Disgusted, I turned to everyone else and said, “Let’s get out of here.”
Lara tried to stop us but we were way past that. We hurried past her quickly, eager to return to the safety of the mining camp.
Lara eventually shut up and followed us back to the admin building. Once we were inside, she started pleading with us again.
“We need to go back out there and find out what happened. It’s important to the families of the people that died here,” she said.
Behind her, Brendan started rummaging through her gear bag looking for a storage card.
“I just want answers,” she pleaded.
Part of me wanted to believe her, but I didn’t trust her.

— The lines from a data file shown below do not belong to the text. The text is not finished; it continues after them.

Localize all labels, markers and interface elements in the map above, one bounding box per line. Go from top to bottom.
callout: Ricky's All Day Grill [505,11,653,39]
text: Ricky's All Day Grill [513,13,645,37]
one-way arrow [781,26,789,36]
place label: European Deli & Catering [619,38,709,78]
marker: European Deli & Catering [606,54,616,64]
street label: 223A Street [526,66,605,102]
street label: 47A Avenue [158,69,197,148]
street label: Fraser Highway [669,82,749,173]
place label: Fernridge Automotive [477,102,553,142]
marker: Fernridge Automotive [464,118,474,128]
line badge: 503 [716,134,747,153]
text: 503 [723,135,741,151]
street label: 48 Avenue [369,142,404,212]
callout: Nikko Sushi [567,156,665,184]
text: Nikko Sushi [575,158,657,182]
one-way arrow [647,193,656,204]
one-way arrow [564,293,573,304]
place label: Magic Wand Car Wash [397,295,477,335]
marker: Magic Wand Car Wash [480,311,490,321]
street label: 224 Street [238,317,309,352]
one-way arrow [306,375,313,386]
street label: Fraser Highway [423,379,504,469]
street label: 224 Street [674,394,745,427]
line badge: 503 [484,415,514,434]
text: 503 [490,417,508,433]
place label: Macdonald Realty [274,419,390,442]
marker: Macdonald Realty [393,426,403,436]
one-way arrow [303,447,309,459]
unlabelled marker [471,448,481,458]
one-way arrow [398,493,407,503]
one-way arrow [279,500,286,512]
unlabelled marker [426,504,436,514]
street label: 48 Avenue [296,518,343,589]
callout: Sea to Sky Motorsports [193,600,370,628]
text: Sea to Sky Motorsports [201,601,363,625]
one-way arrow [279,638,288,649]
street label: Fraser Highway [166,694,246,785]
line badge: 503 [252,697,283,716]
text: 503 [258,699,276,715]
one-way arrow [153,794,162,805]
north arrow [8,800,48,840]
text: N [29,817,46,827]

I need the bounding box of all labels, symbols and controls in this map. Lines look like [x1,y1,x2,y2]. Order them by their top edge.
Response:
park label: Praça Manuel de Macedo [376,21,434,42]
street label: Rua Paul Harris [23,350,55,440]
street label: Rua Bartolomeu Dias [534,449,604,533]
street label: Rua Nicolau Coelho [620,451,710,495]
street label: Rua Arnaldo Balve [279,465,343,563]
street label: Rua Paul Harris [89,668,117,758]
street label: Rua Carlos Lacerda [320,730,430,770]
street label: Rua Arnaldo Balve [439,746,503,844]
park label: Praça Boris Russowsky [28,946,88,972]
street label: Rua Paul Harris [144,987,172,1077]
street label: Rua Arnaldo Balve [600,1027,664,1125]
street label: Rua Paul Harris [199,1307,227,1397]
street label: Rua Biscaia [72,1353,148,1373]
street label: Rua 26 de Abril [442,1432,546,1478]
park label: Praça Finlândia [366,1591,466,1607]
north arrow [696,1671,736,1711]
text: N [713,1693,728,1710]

“What the fuck?” said Brendan as he looked up from a viewer where he’d plugged in a holo-card he’d found in her bag.
“Shit,” Lara groaned.
On screen a man in dirty overalls begged to the camera, “This is Tenebris 88 requesting assistance again! We’ve lost half our personnel and we can’t make it much longer before they—” Suddenly several colonists shrieked and scurried past him. The man recoiled in horror at a sight off camera. A mix of deadly, ominous sounds was let out, as if they were running from more than just one threat. “Go go go!!!” the man yelled and ran for his life. Before the person behind the screen could make a run, the camera was knocked down hard and the video was cut off by static.
The room went dead silent. Brendan pulled out the card, turned to Lara and said, “Wrong cartridge.”
We were equally stunned, staring transfixed at the blank screen of the viewer.
“What are the ‘They’ he was talking about?” asked Brendan. He pulled a laser pistol from her bag. “And why do you have this?”
“Lara, you’ve pulled some crazy shit before, but this is next-level,” said Connor.
She glanced around at the faces of her friends and realized she couldn’t keep silent. “Someone intercepted this transmission after the planet was quarantined,” she said. “After. As in, the company had already said everyone was dead. This was the only message that got out. You know how much I care—how much we all care—about preventing these assholes from raping other planets. I don’t know what happened. We’re here to expose their lies.”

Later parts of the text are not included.